Go through the material below, count the lines with the word "give", and reply with the count alone.

RECORDED DATA:
=======

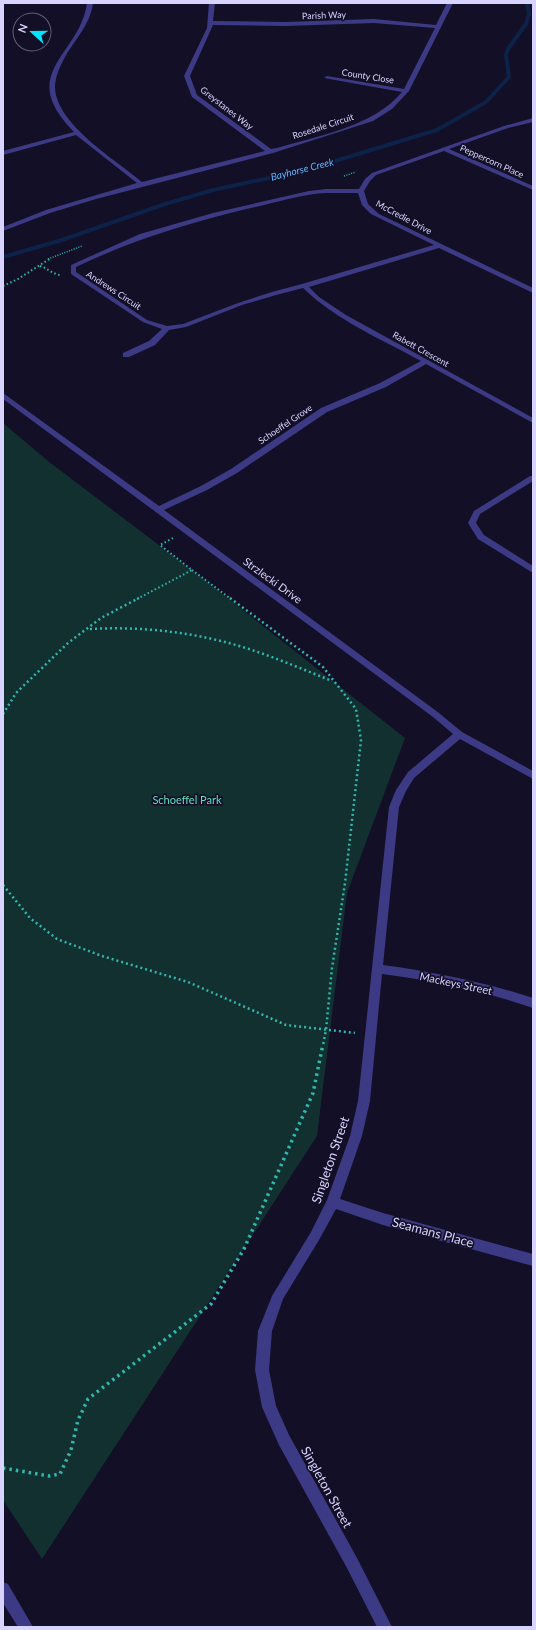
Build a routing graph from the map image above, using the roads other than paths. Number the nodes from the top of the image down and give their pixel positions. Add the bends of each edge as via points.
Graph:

=======

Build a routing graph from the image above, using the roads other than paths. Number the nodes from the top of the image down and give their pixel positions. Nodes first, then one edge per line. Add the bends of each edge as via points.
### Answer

=======

FINISHED TASK: 2